Peş peşe tetiklenen kanlı savaşlarda akıtılan onca kan ve gözyaşına karşın bırakın ders almayı gün geçtikçe daha da canavarlaşıyoruz...

Çoğul dil kullanıyorum, çünkü neden sonuç ilişkisi bileşkesinde hiçbirimiz masum olmayıp yaşanan çirkinliklerde pay sahipleriyiz!

İstemimiz dışında üzerimize yapışan aidiyetleri sorgulamadığımız gibi, güdüsüne kapılıp alın teri dökerek yonttuğumuz taşları kendimize ulaşmak yerine yıkıma giden yollara döşüyoruz...

Sonuç olarak kendi kendimize yabancıyız, kuşak çatışması adı altında canımızdan kopan çocuklarla boğazlaşırız!

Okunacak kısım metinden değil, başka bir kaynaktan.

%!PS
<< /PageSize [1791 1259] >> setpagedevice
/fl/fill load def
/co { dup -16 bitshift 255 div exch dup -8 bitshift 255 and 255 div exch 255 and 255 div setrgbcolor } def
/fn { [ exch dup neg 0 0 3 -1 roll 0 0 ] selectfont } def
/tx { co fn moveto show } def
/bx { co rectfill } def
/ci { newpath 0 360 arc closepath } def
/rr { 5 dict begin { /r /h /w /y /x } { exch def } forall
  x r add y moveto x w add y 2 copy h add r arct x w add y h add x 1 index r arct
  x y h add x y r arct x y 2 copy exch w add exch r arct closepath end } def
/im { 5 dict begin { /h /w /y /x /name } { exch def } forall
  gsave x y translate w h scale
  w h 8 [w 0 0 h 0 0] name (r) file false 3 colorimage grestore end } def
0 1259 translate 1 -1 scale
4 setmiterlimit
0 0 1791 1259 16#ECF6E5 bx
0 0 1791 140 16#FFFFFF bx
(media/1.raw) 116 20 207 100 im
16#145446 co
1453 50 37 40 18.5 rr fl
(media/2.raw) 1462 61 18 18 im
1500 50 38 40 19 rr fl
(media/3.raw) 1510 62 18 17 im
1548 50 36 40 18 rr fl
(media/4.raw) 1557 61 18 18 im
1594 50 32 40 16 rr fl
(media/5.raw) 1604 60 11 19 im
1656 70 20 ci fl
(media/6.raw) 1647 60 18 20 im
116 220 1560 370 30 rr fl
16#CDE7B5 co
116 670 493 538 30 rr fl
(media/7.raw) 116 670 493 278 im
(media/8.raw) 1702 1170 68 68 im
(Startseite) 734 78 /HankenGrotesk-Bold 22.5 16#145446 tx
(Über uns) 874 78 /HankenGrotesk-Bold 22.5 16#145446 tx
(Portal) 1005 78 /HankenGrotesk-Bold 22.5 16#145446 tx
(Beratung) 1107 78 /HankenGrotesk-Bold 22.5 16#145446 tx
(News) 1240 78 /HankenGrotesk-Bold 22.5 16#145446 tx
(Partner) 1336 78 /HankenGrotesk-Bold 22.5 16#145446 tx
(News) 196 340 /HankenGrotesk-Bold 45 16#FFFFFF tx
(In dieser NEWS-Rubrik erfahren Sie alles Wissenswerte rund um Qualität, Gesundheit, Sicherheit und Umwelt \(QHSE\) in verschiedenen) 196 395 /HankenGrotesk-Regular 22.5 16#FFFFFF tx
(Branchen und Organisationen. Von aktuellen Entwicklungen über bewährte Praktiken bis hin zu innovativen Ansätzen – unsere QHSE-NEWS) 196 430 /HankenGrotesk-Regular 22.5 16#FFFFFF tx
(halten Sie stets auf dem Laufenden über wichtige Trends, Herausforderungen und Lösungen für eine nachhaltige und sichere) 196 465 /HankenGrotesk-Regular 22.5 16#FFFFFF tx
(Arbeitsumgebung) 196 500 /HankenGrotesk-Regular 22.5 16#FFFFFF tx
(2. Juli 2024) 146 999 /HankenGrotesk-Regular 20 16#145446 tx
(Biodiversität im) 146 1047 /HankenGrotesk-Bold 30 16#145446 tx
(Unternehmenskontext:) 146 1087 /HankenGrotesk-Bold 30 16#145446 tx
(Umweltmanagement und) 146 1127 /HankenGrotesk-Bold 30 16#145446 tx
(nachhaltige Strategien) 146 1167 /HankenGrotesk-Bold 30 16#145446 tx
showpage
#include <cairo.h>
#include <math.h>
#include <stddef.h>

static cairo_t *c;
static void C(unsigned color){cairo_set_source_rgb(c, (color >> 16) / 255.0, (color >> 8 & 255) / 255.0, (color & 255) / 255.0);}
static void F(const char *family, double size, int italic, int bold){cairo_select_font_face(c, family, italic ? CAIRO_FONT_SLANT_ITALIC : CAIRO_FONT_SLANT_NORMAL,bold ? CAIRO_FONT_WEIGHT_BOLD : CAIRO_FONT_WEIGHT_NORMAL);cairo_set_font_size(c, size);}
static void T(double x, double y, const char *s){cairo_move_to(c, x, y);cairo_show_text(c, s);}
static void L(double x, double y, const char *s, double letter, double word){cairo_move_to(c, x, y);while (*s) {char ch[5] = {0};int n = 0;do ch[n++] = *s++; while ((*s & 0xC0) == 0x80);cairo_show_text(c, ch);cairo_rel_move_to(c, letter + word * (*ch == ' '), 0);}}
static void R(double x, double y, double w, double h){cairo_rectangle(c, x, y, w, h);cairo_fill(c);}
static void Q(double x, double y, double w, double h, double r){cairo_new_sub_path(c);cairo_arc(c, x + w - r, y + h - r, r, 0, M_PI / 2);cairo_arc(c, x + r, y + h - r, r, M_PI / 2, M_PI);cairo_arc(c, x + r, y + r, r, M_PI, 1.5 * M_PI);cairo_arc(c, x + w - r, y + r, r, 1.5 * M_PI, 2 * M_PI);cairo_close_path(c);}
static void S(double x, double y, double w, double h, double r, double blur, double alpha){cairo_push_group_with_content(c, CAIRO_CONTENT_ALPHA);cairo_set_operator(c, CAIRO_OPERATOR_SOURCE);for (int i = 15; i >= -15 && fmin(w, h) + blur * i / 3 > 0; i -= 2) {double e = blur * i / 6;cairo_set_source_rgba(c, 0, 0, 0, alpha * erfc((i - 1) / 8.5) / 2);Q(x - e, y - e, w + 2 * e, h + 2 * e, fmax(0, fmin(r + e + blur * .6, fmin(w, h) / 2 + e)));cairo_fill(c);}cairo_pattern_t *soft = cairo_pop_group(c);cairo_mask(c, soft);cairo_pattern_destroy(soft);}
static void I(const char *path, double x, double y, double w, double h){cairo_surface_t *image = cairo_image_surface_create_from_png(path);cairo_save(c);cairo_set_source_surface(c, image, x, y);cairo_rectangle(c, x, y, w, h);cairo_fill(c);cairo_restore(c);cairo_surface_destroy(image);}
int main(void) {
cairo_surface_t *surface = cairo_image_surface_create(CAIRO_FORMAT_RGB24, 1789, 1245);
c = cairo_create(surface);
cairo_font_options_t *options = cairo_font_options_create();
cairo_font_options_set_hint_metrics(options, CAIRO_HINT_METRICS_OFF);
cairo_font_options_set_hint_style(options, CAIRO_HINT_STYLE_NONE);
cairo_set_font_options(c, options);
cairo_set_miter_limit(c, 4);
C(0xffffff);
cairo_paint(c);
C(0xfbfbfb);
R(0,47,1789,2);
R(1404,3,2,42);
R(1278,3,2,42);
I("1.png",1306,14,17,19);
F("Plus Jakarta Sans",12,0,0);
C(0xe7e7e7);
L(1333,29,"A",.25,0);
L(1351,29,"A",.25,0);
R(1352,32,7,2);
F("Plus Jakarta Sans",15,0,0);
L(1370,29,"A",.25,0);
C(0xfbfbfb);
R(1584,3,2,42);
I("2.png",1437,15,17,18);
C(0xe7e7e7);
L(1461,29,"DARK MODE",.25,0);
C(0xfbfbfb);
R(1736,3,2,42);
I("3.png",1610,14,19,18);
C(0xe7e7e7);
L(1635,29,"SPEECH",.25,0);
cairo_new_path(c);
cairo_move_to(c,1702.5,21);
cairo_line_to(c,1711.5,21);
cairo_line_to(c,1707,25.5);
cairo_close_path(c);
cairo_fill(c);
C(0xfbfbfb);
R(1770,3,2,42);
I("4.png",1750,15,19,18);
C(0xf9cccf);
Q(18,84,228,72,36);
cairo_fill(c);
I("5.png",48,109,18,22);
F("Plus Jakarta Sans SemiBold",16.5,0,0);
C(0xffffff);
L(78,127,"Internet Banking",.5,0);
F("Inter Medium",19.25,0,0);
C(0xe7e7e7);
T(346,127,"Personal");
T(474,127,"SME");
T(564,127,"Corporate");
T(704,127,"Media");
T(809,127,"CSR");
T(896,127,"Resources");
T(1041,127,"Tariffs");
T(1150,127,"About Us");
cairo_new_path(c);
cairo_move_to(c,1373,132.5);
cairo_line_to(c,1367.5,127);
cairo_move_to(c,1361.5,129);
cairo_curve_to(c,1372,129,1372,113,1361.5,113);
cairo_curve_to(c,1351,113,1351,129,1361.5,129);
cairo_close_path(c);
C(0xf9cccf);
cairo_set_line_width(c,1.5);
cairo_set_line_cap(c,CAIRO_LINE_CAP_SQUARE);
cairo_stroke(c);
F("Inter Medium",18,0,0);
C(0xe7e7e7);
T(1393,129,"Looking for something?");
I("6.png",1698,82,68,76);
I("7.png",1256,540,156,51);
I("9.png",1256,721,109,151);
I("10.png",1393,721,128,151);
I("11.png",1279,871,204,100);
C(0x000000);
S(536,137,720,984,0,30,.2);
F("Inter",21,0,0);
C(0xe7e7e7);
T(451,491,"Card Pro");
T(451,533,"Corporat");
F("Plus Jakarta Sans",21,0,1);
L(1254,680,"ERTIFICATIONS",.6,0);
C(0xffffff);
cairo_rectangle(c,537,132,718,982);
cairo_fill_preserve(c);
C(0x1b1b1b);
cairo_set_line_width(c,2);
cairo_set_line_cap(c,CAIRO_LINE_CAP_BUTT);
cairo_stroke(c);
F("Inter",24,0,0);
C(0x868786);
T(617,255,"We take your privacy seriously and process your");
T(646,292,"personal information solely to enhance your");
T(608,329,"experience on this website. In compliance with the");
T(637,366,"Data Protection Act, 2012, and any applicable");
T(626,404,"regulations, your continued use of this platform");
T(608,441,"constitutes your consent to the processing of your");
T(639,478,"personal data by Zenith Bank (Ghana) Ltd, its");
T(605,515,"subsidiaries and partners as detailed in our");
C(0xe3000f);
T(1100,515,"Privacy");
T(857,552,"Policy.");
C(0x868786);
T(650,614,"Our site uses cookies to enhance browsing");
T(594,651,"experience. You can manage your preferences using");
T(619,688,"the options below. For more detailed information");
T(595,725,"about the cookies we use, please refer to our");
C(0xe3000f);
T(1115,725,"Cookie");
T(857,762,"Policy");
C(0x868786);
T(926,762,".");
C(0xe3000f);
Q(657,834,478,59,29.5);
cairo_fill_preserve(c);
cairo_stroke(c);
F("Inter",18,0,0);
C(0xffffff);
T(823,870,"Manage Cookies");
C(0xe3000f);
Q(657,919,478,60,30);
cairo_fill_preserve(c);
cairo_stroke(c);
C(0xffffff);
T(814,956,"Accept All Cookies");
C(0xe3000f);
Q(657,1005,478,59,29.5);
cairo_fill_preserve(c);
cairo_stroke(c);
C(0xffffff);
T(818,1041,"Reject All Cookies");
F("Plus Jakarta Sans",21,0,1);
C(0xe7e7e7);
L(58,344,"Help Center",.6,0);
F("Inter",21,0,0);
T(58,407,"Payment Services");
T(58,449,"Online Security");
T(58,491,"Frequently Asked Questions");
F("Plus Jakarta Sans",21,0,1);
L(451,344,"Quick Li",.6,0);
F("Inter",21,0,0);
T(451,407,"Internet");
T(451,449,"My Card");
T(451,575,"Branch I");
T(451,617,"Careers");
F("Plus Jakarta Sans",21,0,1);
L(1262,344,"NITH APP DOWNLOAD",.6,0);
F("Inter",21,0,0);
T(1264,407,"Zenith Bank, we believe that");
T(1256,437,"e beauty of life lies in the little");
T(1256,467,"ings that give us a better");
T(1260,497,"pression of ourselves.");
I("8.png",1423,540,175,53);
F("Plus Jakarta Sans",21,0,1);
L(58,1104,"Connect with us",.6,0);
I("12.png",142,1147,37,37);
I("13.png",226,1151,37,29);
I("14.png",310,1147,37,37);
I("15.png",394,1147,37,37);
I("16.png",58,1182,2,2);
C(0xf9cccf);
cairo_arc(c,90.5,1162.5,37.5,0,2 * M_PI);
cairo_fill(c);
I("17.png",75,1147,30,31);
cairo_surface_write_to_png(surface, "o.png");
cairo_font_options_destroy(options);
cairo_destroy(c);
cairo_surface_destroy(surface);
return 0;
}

Güncel örneğini son birkaç yıldır yaşayarak görüyoruz; önceleri Maramara, daha dün gibi Kahramanmaraş merkezli depremlere rağmen yıkımlara karşı köklü çözümler geliştirilmiyor!

Şimdilerde unuttuğumuz Ergenekon davasıyla simgeleşen Silivri’de yargılananlar bu yurdun evlatları değil miydi?

Sahi o insanların işledikleri iddia edilen suçlar çerçevesinde kaç kişi öldü?

O günlerde haksız yargılamalar ve mazlumların tıkıldığı zannıyla simgeleşen Silivri'de başkaları yatıyor...

Uğranılan hak ihlallerinin hesabını kim verecek?

Olaylarda bir sorumluluğum yok...” diyerek köşeye çekilenlerinki  züğürt tesellisi!

Kendimize ulaşıp içimizdeki beni yenemediğimiz içindir ki bölük bölük bölünmüşüz; güzellikler ekseninde birleşmek yerine, aykırı gördüğümüzü kendimize tehdit olarak algılıyoruz hep!

İşin en garip tarafı da ahrette hesap vereceğine inanan geçmişte zulme uğradıklarından yakınıp mazlumu oynayan kesimler var ki, dünya nimetlerine ulaşmak için kırk takla atıp kılıktan kılığa girerken, kendilerinden saymadıklarına yapılan zulme göz yumuyorlar!

Gidişat gösteriyor ki, yüzyıllardır çarkları insan kanıyla yağlanan değirmen, kendimize ulaşmadıkça kim bilir daha ne canlar öğütecek!